Though Julia had promised she would stay in the B&B, she wasn’t about to sit by and watch as the shed bounced from side to side. If nothing else, it wouldn’t take much to break the old wood.
“This has gone too far!” Evelyn bombed down the staircase in a flurry of fabric as Julia and Leah rushed into the kitchen. “A picture, you said!”
“A citizen’s arrest,” Dot corrected, meeting them halfway up the path, helmet tucked under her arm as she yanked off her gloves. “Percy? Are you coming out?”
Percy dove out of the bushes with heavy lids and a sway in his step. Pulling off his night-vision goggles, he yawned at the shed, squinting as though confirming that it was really rocking and not just a leftover of the nap he’d obviously been having.
“Gran . . .”
“For goodness’s sake, Julia!” Dot planted both hands on her hips. “Isn’t this what everyone wants? We’ve caught him. The village can rest easy now.”
“No, Dot!” Evelyn stomped her foot on the paving stone. “No, no, no! This isn’t right.
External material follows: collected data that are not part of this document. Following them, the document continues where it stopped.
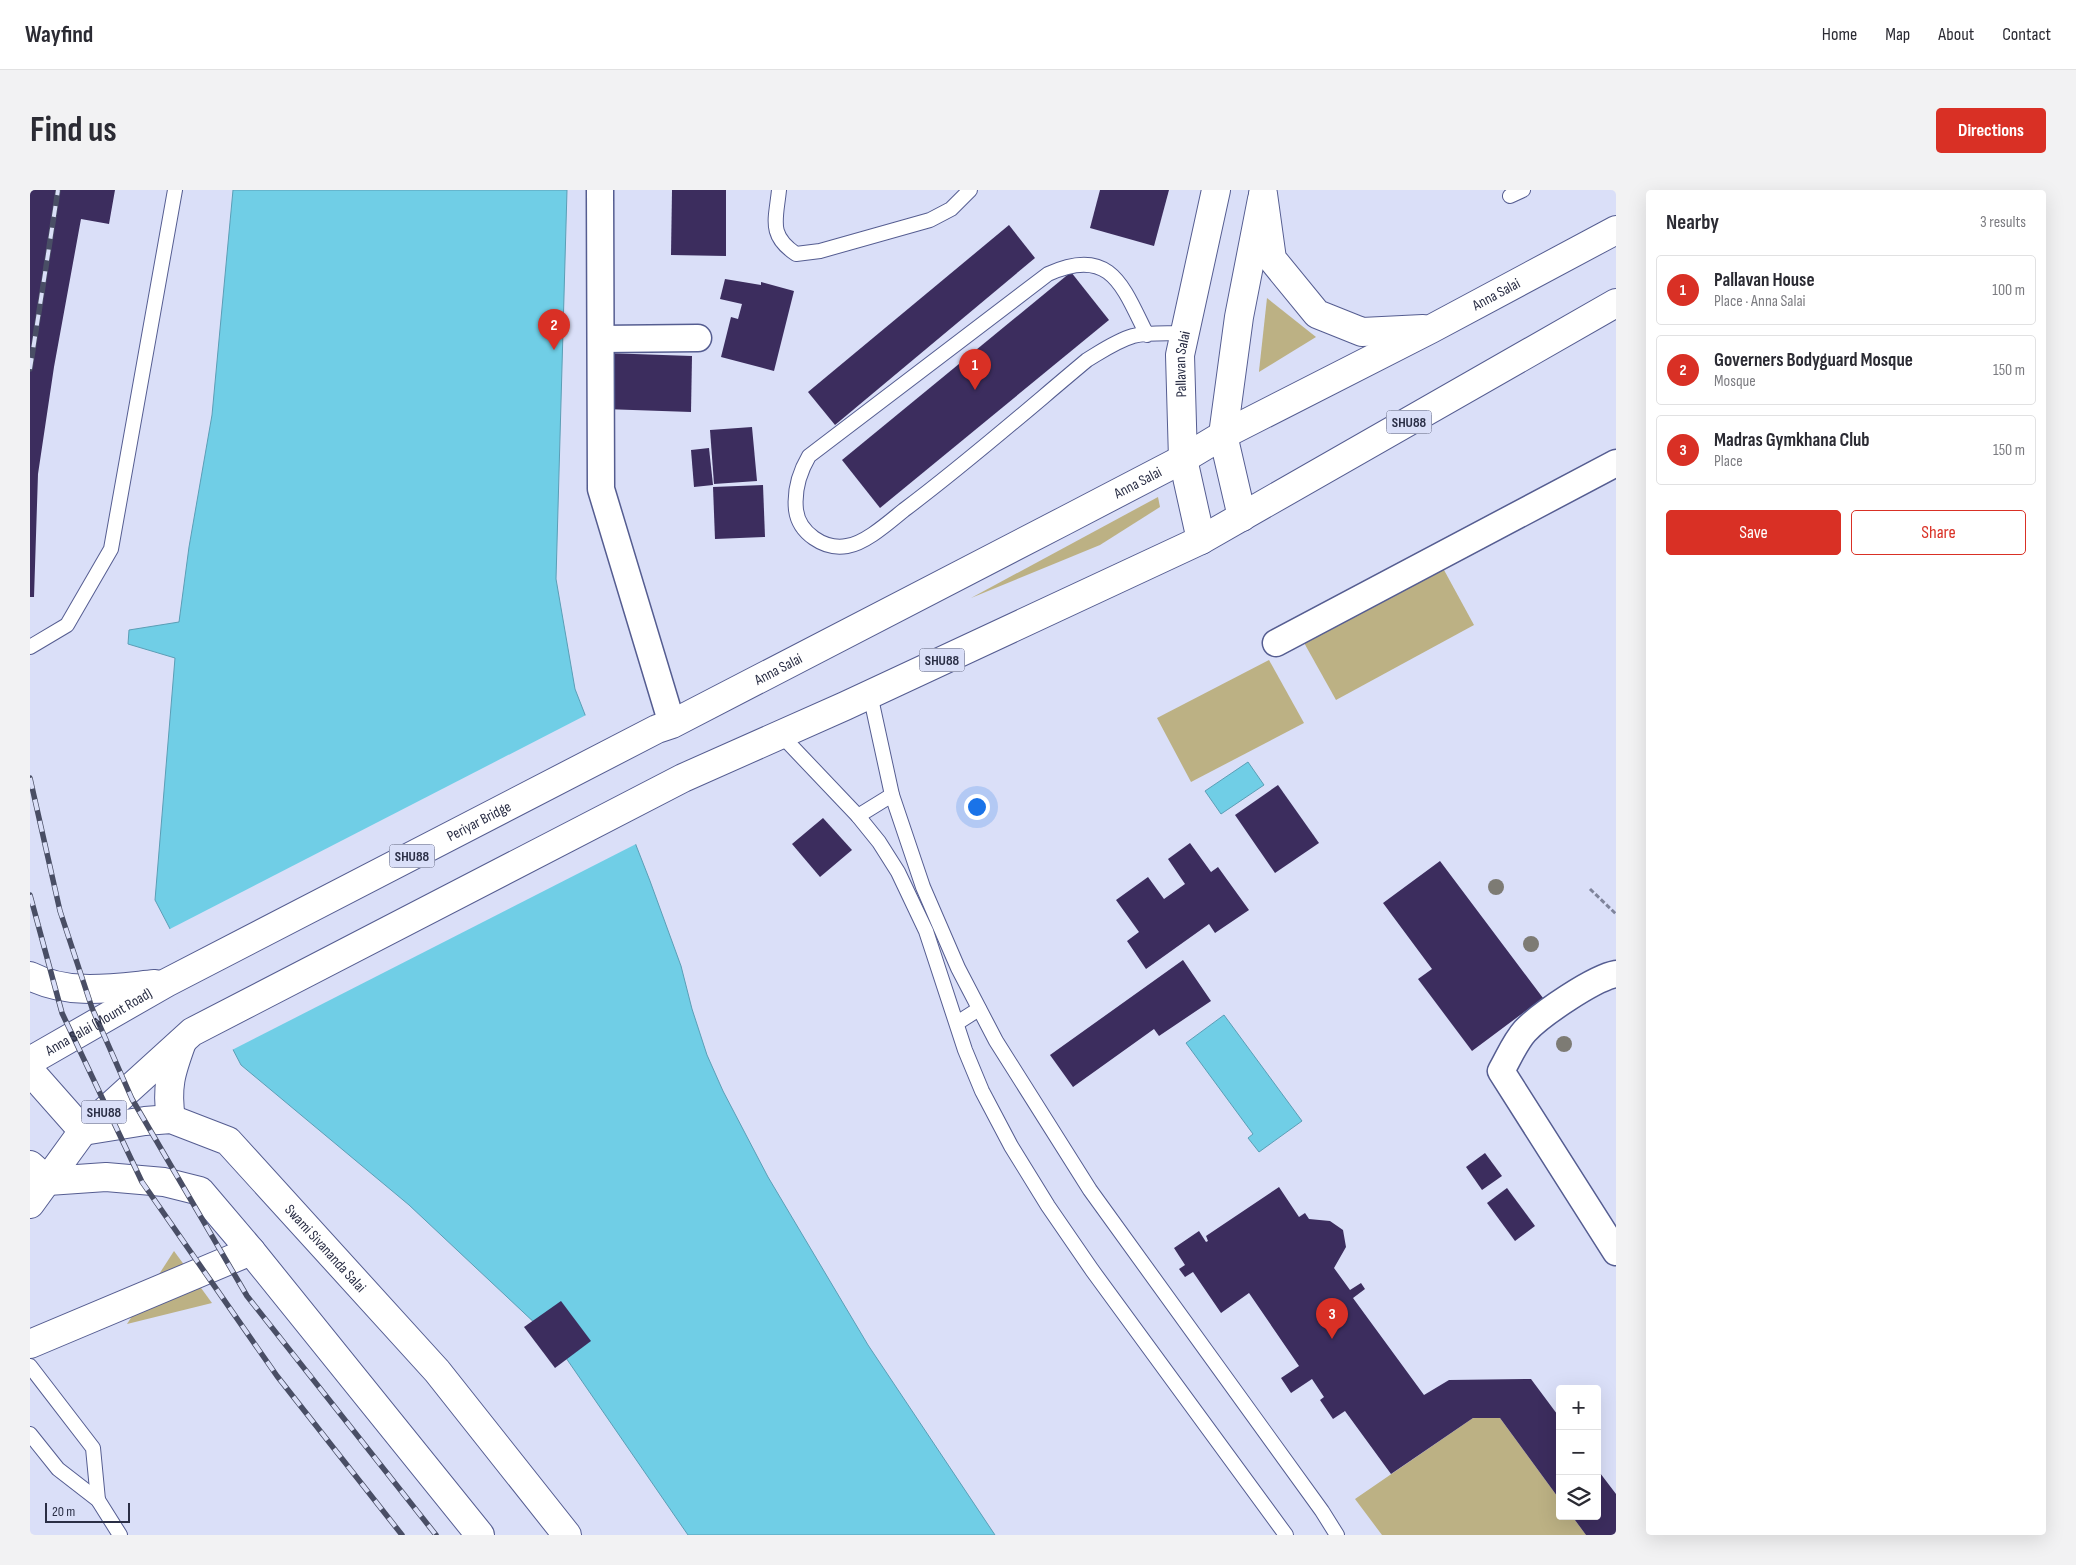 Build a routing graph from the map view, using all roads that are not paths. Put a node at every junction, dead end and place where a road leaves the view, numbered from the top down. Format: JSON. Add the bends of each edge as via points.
{"nodes":[{"id":1,"x":175,"y":190,"type":"edge"},
{"id":2,"x":600,"y":190,"type":"edge"},
{"id":3,"x":778,"y":190,"type":"edge"},
{"id":4,"x":970,"y":190,"type":"edge"},
{"id":5,"x":1216,"y":190,"type":"edge"},
{"id":6,"x":1263,"y":192,"type":"edge"},
{"id":7,"x":1616,"y":230,"type":"edge"},
{"id":8,"x":1616,"y":303,"type":"edge"},
{"id":9,"x":1432,"y":329,"type":"junction"},
{"id":10,"x":1185,"y":333,"type":"junction"},
{"id":11,"x":1147,"y":335,"type":"junction"},
{"id":12,"x":698,"y":338,"type":"dead end"},
{"id":13,"x":601,"y":340,"type":"junction"},
{"id":14,"x":1224,"y":435,"type":"junction"},
{"id":15,"x":1182,"y":459,"type":"junction"},
{"id":16,"x":1616,"y":463,"type":"edge"},
{"id":17,"x":1242,"y":518,"type":"junction"},
{"id":18,"x":1201,"y":540,"type":"junction"},
{"id":19,"x":1276,"y":643,"type":"dead end"},
{"id":20,"x":30,"y":647,"type":"edge"},
{"id":21,"x":870,"y":694,"type":"junction"},
{"id":22,"x":665,"y":727,"type":"junction"},
{"id":23,"x":781,"y":735,"type":"junction"},
{"id":24,"x":892,"y":795,"type":"junction"},
{"id":25,"x":858,"y":816,"type":"junction"},
{"id":26,"x":1616,"y":974,"type":"edge"},
{"id":27,"x":30,"y":976,"type":"edge"},
{"id":28,"x":166,"y":983,"type":"junction"},
{"id":29,"x":979,"y":1009,"type":"junction"},
{"id":30,"x":957,"y":1023,"type":"junction"},
{"id":31,"x":187,"y":1036,"type":"junction"},
{"id":32,"x":30,"y":1061,"type":"edge"},
{"id":33,"x":30,"y":1072,"type":"edge"},
{"id":34,"x":171,"y":1119,"type":"junction"},
{"id":35,"x":83,"y":1131,"type":"junction"},
{"id":36,"x":39,"y":1173,"type":"edge"},
{"id":37,"x":30,"y":1204,"type":"edge"},
{"id":38,"x":252,"y":1251,"type":"junction"},
{"id":39,"x":1616,"y":1252,"type":"edge"},
{"id":40,"x":30,"y":1344,"type":"edge"},
{"id":41,"x":30,"y":1366,"type":"edge"},
{"id":42,"x":30,"y":1434,"type":"edge"},
{"id":43,"x":98,"y":1500,"type":"junction"},
{"id":44,"x":120,"y":1535,"type":"edge"},
{"id":45,"x":480,"y":1535,"type":"edge"},
{"id":46,"x":567,"y":1535,"type":"edge"},
{"id":47,"x":1286,"y":1535,"type":"edge"},
{"id":48,"x":1336,"y":1535,"type":"edge"}],
"edges":[{"from":1,"to":20,"type":"lane","via":[[111,549],[68,625]]},
{"from":2,"to":13,"type":"street"},
{"from":3,"to":4,"type":"lane","via":[[775,231],[783,245],[796,254],[820,251],[930,220],[951,209]]},
{"from":5,"to":10,"type":"main road","name":"Pallavan Salai"},
{"from":6,"to":9,"type":"main road","via":[[1272,259],[1317,314],[1362,332]]},
{"from":6,"to":14,"type":"main road","via":[[1239,317]]},
{"from":7,"to":9,"type":"main road","name":"Anna Salai","number":"SHU88"},
{"from":8,"to":17,"type":"main road","number":"SHU88"},
{"from":9,"to":14,"type":"main road","name":"Anna Salai","number":"SHU88"},
{"from":10,"to":11,"type":"lane"},
{"from":10,"to":15,"type":"main road","name":"Pallavan Salai","via":[[1180,355]]},
{"from":11,"to":11,"type":"lane","via":[[1112,344],[1087,360],[946,479],[872,534],[848,546],[834,546],[822,543],[805,532],[796,512],[797,488],[800,471],[809,456],[1048,274],[1068,265],[1082,264],[1110,273],[1129,299]]},
{"from":12,"to":13,"type":"street"},
{"from":13,"to":22,"type":"street","via":[[601,488]]},
{"from":14,"to":15,"type":"main road","name":"Anna Salai","number":"SHU88"},
{"from":14,"to":17,"type":"main road"},
{"from":15,"to":18,"type":"main road","name":"Pallavan Salai"},
{"from":15,"to":22,"type":"main road","name":"Anna Salai","number":"SHU88"},
{"from":16,"to":19,"type":"street"},
{"from":17,"to":18,"type":"main road","number":"SHU88"},
{"from":18,"to":21,"type":"main road","number":"SHU88"},
{"from":21,"to":23,"type":"main road","number":"SHU88"},
{"from":21,"to":24,"type":"lane"},
{"from":22,"to":28,"type":"main road","name":"Periyar Bridge","number":"SHU88"},
{"from":23,"to":25,"type":"lane"},
{"from":23,"to":31,"type":"main road","number":"SHU88","via":[[683,778]]},
{"from":24,"to":25,"type":"lane"},
{"from":24,"to":29,"type":"lane","via":[[923,887]]},
{"from":25,"to":30,"type":"lane","via":[[898,872],[926,931]]},
{"from":26,"to":39,"type":"street","via":[[1573,994],[1524,1032],[1501,1071]]},
{"from":27,"to":28,"type":"main road","via":[[60,987],[91,991]]},
{"from":28,"to":32,"type":"main road","name":"Anna Salai (Mount Road)","number":"SHU88"},
{"from":29,"to":30,"type":"lane"},
{"from":29,"to":48,"type":"lane","via":[[1006,1058],[1090,1190],[1317,1503]]},
{"from":30,"to":47,"type":"lane","via":[[982,1092],[1048,1206]]},
{"from":31,"to":34,"type":"main road","via":[[170,1076],[168,1098]]},
{"from":31,"to":35,"type":"main road","number":"SHU88"},
{"from":33,"to":35,"type":"main road"},
{"from":34,"to":35,"type":"main road","name":"Swami Sivananda Salai"},
{"from":34,"to":46,"type":"main road","name":"Swami Sivananda Salai","via":[[228,1141],[438,1371]]},
{"from":35,"to":36,"type":"main road","number":"SHU88"},
{"from":36,"to":37,"type":"main road","number":"SHU88"},
{"from":36,"to":38,"type":"main road","via":[[164,1182],[200,1192]]},
{"from":38,"to":40,"type":"main road"},
{"from":38,"to":45,"type":"main road"},
{"from":41,"to":43,"type":"lane","via":[[93,1448]]},
{"from":42,"to":43,"type":"lane","via":[[58,1469]]},
{"from":43,"to":44,"type":"lane"}]} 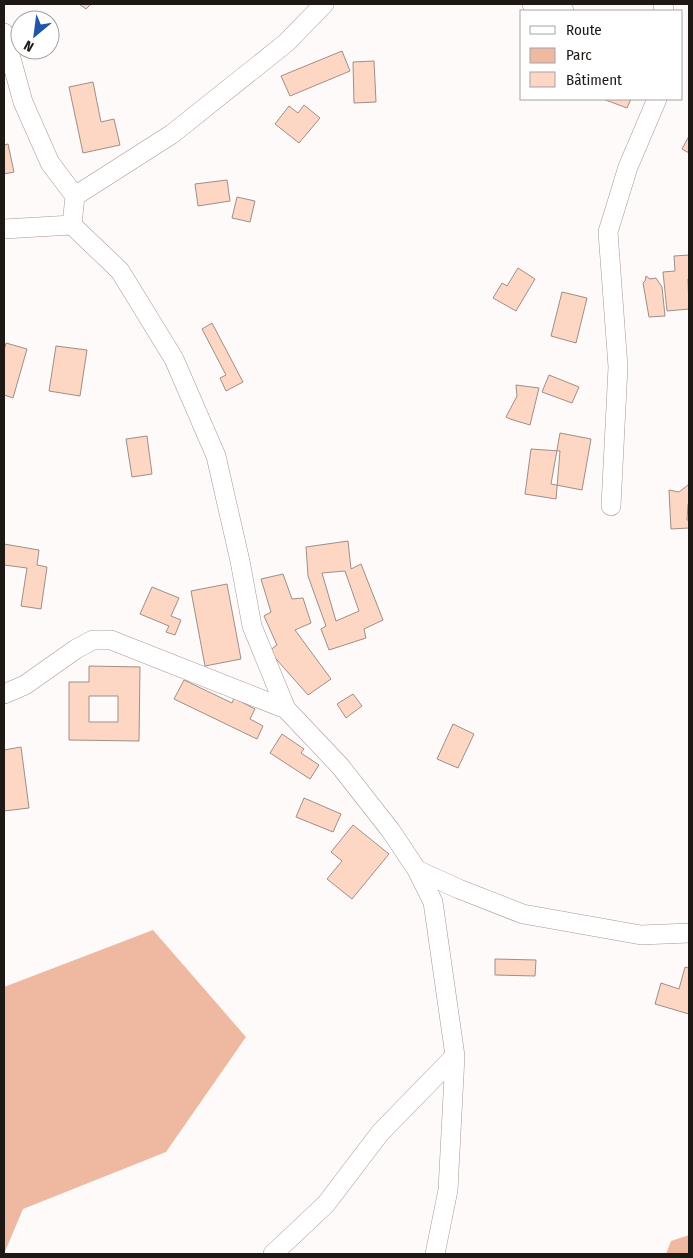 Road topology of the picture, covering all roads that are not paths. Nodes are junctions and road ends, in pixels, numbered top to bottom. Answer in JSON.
{"nodes":[{"id":1,"x":324,"y":4,"type":"edge"},
{"id":2,"x":532,"y":4,"type":"edge"},
{"id":3,"x":559,"y":10,"type":"edge"},
{"id":4,"x":4,"y":33,"type":"edge"},
{"id":5,"x":657,"y":100,"type":"edge"},
{"id":6,"x":75,"y":196,"type":"junction"},
{"id":7,"x":72,"y":226,"type":"junction"},
{"id":8,"x":4,"y":229,"type":"edge"},
{"id":9,"x":611,"y":506,"type":"dead end"},
{"id":10,"x":4,"y":694,"type":"edge"},
{"id":11,"x":286,"y":709,"type":"junction"},
{"id":12,"x":417,"y":870,"type":"junction"},
{"id":13,"x":689,"y":933,"type":"edge"},
{"id":14,"x":455,"y":1056,"type":"junction"},
{"id":15,"x":273,"y":1254,"type":"edge"},
{"id":16,"x":435,"y":1254,"type":"edge"}],
"edges":[{"from":1,"to":6,"type":"street"},
{"from":2,"to":3,"type":"street"},
{"from":4,"to":6,"type":"street"},
{"from":5,"to":9,"type":"street"},
{"from":6,"to":7,"type":"street"},
{"from":7,"to":8,"type":"street"},
{"from":7,"to":11,"type":"street"},
{"from":10,"to":11,"type":"street"},
{"from":11,"to":12,"type":"street"},
{"from":12,"to":13,"type":"street"},
{"from":12,"to":14,"type":"street"},
{"from":14,"to":15,"type":"street"},
{"from":14,"to":16,"type":"street"}]} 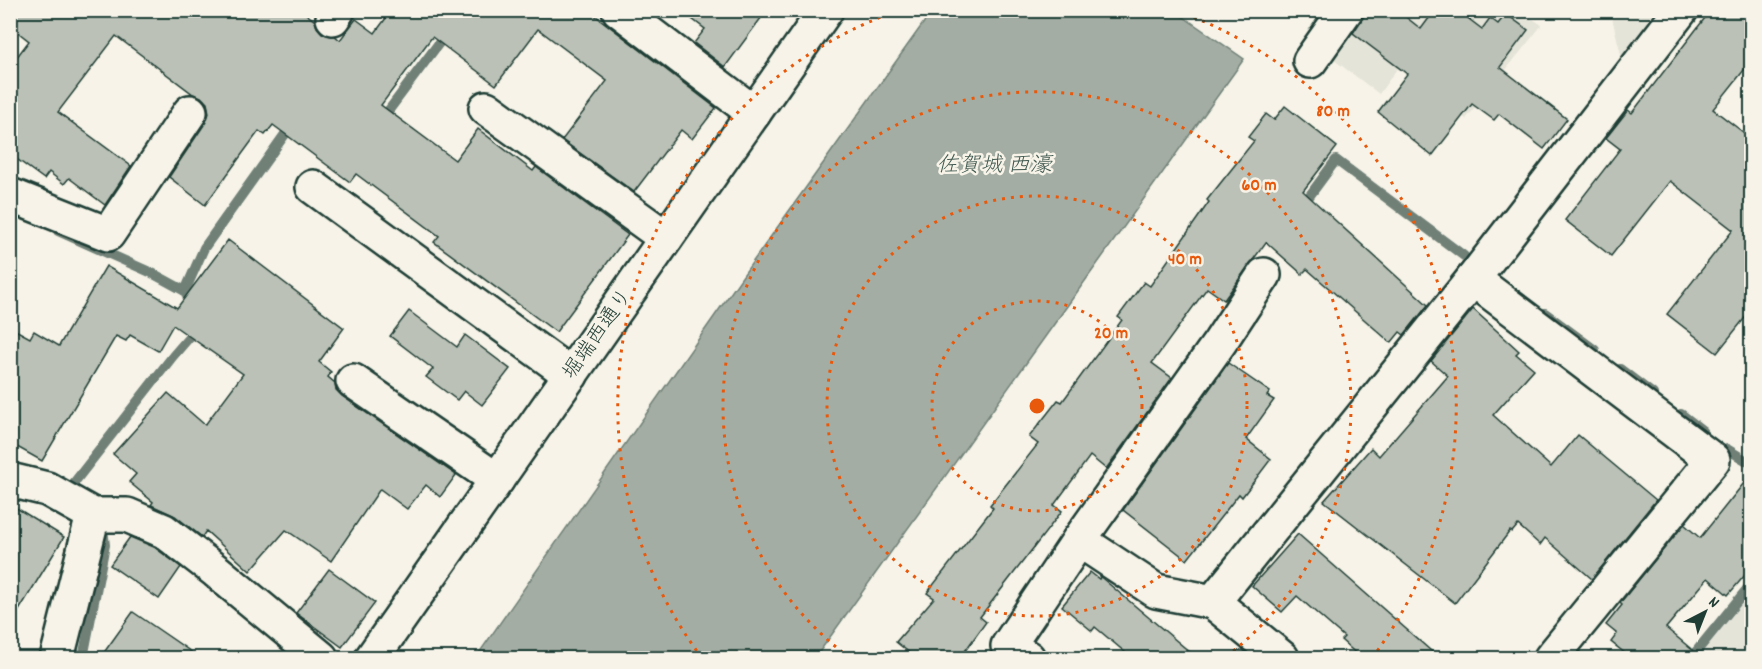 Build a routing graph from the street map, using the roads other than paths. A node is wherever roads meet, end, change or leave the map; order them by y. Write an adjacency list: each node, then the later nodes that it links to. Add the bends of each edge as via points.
1 (619, 10): 8 (street)
2 (826, 10): 8 (street, 堀端西通り)
3 (1346, 10): 5 (street)
4 (1681, 10): 13 (street)
5 (1311, 61)
6 (486, 108): 11 (street)
7 (190, 112): 10 (street, via 108,234)
8 (754, 113): 11 (street, 堀端西通り)
9 (313, 187): 14 (street)
10 (10, 195)
11 (666, 238): 14 (street, 堀端西通り)
12 (1264, 275): 19 (street)
13 (1473, 279): 20 (street); 26 (street, via 1713,460)
14 (570, 375): 17 (street, 堀端西通り)
15 (353, 381): 17 (street)
16 (10, 480): 18 (street, via 47,489)
17 (497, 480): 23 (street, 堀端西通り)
18 (93, 515): 21 (street); 22 (street, via 128,515 164,531)
19 (1079, 540): 20 (street, via 1156,591); 24 (street, via 1008,646)
20 (1213, 603): 25 (street)
21 (57, 658)
22 (321, 658)
23 (372, 658)
24 (1028, 658)
25 (1282, 658)
26 (1551, 658)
You can’t just lock someone up in a shed.”
“I just did.” Dot fluffed out her curls. “Now, is someone going to call the police, or do I have to do everything myself?”
Dot pushed through the gathered crowd and entered the B&B with Percy at her heels. Johnny appeared at the back door, as sleepy-eyed as Percy had been.
“Shilpa was right,” Evelyn said, her watery eyes fixed on the shed. “She said Dot would go too far tonight.”
Evelyn whooshed her kaftan around and ran back into the B&B. Johnny reached them, his gaze fixed on the shed. Julia hadn’t noticed the thrashing stop. She turned, her heart skipping a beat. He was at the window next to the door and staring right at them. Or she assumed he was; she couldn’t see his eyes for the shadow cast by his peaked cap.